Die attraktivste Online-Plattform, die coolste App auf dem Smartphone oder der per Software erweiterbaren Kamera wird darüber entscheiden, welche Marken in der Bilderbranche Zukunft haben. Bei den Verantwortlichen der klassischen Hersteller müssten alle Alarmsirenen tönen, wenn sie sehen, dass heute App-Anbieter wie Instagram oder Netz-Dienste wie Pinterest als Trendsetter der Fotowelt gelten. Und nicht mehr die Kameraproduzenten selbst.
In diesem sich radikal wandelnden Markt mit eigenen Cloud-Angeboten präsent zu sein, wird über kurz oder lang zur Überlebensfrage für eine Kamerabranche, die heute schon unter drastisch schrumpfenden Geräteverkäufen ächzt.
Genau deshalb ist Canons Irista zwar bisher enttäuschend wenig attraktiv, aber im Grunde alternativlos. Die Plattform ist der letzte Weckruf für die Kamera-Dinosaurier, das Zukunftsgeschäft nicht gänzlich der Online-Konkurrenz zu überlassen, die in Sachen Software und Services ohnehin viel agiler und kreativer ist, als die hardware-fokussierten Ingenieurstruppen der traditionellen Foto-Konzerne.
Ehrlich gesagt, ist das neue Angebot, wenn man das Canon zugute halten will, denn auch kaum mehr als der Wechsel von der geschlossenen zur offenen Beta-Phase, der ein rascher Ausbau von Funktionalität und Vernetzung folgen muss. Zumindest inoffiziell deuten die Verantwortlichen auch an, dass ihr entwickeltes Produkt vermutlich bereits zur Photokina im September funktional deutlich aufgewertet wird.
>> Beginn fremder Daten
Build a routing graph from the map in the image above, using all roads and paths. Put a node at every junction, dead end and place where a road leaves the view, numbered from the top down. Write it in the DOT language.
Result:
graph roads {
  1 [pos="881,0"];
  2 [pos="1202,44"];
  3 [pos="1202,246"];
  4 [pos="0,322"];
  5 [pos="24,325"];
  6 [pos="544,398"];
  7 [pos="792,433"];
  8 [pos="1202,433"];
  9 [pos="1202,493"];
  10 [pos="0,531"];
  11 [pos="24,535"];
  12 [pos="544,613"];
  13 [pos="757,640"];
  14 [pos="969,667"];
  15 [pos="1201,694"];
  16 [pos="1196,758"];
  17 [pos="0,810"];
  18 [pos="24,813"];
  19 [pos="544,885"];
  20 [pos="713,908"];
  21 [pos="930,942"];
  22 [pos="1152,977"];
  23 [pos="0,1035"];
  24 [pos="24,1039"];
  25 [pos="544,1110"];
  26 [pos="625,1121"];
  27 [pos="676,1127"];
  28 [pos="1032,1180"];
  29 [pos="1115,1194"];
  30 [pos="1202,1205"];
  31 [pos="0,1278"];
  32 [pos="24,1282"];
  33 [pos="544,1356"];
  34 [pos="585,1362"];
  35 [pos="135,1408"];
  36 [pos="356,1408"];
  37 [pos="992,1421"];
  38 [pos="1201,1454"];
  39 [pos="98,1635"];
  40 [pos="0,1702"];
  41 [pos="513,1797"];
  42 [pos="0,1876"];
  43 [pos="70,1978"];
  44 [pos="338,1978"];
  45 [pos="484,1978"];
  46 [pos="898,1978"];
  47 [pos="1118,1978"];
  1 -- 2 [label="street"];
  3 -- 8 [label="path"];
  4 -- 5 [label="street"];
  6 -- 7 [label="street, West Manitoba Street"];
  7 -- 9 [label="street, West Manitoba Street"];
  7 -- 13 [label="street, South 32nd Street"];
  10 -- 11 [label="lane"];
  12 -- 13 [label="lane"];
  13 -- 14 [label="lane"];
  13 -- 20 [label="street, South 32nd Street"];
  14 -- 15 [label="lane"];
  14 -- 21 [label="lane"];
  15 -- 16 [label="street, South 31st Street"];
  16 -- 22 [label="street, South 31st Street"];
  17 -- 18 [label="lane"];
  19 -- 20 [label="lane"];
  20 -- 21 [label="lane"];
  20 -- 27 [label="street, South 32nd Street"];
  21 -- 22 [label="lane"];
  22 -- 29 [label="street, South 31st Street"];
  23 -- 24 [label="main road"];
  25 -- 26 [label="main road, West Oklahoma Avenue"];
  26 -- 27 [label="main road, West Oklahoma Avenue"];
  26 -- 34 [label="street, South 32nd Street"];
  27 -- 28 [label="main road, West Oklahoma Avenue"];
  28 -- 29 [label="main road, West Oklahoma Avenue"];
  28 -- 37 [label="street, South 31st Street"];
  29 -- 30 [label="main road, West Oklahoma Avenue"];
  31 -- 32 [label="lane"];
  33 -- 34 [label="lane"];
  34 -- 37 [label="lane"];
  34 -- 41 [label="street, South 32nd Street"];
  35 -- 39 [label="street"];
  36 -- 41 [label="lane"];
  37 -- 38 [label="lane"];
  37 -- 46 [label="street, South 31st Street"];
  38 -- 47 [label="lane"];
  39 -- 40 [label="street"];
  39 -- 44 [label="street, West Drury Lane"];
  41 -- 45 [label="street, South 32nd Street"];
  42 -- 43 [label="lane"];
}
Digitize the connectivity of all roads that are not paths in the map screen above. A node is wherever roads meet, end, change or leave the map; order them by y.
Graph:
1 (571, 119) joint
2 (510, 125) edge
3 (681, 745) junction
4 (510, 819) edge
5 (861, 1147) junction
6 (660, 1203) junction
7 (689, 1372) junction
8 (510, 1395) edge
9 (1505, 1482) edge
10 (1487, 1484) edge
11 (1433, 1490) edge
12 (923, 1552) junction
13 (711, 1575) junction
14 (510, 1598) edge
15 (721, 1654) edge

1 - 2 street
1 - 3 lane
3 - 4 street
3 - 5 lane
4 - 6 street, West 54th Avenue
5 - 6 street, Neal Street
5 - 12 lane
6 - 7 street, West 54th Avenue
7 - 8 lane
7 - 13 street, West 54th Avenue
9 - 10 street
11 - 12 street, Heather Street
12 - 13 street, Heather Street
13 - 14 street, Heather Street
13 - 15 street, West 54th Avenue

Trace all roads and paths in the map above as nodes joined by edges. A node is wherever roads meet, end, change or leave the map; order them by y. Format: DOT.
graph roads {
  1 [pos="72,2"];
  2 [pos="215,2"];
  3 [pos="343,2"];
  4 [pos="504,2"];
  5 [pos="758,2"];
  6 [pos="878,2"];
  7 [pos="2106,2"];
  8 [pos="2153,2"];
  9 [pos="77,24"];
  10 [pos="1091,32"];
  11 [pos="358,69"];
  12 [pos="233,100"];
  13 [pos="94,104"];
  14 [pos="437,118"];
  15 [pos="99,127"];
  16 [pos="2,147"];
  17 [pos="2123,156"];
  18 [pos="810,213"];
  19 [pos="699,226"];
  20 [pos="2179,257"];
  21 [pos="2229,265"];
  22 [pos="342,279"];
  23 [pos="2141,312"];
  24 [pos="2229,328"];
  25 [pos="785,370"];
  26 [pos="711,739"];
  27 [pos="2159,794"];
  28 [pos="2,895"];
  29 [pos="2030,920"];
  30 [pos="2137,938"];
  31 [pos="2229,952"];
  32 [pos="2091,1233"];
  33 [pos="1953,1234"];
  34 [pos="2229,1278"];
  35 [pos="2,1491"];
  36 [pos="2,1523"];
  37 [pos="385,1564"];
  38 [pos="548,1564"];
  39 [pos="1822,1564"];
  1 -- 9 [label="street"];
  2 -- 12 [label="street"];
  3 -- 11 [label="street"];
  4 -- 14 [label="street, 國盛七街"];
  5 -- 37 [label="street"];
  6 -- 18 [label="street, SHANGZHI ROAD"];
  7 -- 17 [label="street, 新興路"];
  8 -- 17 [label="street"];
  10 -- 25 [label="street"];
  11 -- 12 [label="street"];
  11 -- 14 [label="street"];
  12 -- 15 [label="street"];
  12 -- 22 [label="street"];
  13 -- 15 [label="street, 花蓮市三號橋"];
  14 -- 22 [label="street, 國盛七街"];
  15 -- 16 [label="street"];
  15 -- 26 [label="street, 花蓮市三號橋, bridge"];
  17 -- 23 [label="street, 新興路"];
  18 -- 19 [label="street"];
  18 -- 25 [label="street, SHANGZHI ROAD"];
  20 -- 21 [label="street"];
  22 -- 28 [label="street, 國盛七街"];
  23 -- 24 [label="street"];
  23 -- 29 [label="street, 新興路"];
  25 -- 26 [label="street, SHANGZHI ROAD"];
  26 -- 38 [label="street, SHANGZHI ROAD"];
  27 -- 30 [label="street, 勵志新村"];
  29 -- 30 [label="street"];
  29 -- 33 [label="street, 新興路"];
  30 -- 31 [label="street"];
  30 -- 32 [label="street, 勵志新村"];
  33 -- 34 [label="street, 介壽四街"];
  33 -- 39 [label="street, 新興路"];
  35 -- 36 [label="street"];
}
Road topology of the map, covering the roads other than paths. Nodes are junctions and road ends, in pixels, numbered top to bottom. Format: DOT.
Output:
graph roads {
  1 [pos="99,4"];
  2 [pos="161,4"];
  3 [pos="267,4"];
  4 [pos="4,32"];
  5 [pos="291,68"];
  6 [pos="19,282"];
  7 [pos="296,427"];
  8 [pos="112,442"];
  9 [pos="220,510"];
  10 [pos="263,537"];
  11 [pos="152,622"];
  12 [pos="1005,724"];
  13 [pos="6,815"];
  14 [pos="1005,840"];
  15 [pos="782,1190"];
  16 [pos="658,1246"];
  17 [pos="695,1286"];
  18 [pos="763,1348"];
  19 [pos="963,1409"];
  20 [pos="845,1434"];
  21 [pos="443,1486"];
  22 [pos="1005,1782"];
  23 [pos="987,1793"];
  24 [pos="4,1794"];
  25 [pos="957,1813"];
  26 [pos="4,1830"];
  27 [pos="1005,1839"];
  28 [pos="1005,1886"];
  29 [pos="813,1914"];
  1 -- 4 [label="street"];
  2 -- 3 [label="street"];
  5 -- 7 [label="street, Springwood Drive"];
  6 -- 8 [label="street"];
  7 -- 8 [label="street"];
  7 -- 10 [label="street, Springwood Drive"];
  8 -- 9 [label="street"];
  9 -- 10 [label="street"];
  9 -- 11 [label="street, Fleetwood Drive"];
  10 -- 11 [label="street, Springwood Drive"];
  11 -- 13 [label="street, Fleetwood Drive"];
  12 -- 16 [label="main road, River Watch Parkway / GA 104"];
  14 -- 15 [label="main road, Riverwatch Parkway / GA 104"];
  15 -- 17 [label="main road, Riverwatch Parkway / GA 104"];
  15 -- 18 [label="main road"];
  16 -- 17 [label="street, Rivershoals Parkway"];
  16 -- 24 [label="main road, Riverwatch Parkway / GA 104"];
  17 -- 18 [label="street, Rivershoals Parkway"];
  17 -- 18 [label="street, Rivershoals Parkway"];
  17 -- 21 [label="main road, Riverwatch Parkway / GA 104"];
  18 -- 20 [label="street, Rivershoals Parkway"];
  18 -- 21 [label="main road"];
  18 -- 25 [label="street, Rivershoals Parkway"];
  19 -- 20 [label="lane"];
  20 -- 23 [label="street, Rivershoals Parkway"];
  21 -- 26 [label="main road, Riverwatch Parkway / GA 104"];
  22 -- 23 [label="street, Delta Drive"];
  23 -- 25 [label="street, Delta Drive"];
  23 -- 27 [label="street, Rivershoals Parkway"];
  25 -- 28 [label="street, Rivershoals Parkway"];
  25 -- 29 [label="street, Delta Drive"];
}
Und nicht bloß das: Bei Canon weiß man, dass Cloud-Dienste wie Irista auf Dauer der Anker sein müssen, um die Kunden im Web-Zeitalter an die Marke zu binden. Fotos, mit einer (Canon-) Kamera geschossen oder dereinst womöglich mit einer (Canon-) Kamera-App auf dem Smartphone aufgenommen, müssen per Auto-Upload direkt im Canon-Online-Speicher landen. Der wiederum muss die Möglichkeit bieten, die Bilder optimiert direkt auf (Canon-) Druckern auszugeben oder über einen externen Dienstleister als Fotobuch produzieren lassen.
Gadgets
Angesichts dessen fragt man sich, warum die Japaner nicht beispielsweise längst das Entwicklerteam hinter der großartigen „Camera+“-App gekauft haben? Bis heute rätsele ich, warum sie beispielsweise Flickr Xahoo überlassen haben, statt selbst zuzugreifen. Warum bietet Apple ein durchgängiges Angebot vom Bildermanagement mit der Software iPhone über den Netzspeicher iCloud bis zum professionellen Bilderdruck und nicht Canon?
Denn nur wer künftig als Kamerahersteller dieses Ökosystem beherrscht, hat in der digitalen Bilderwelt eine Überlebenschance. Einem Markt in dem die Hersteller – die Mobilfunkwelt macht‘s vor – schon bald ihren Abo-Kunden womöglich alle zwei bis drei Jahre eine neue Kamera zur Verfügung stellen, solange die nur (gut) zahlende Kunden des Online-Portals bleiben.
Von all dem ist Irista aktuell noch weit entfernt. Aber es ist der erste Schritt – und Canon ist der erste unter den klassischen Kameragiganten, der ihn macht. Bleibt zu hoffen, dass ihm rasch weitere folgen.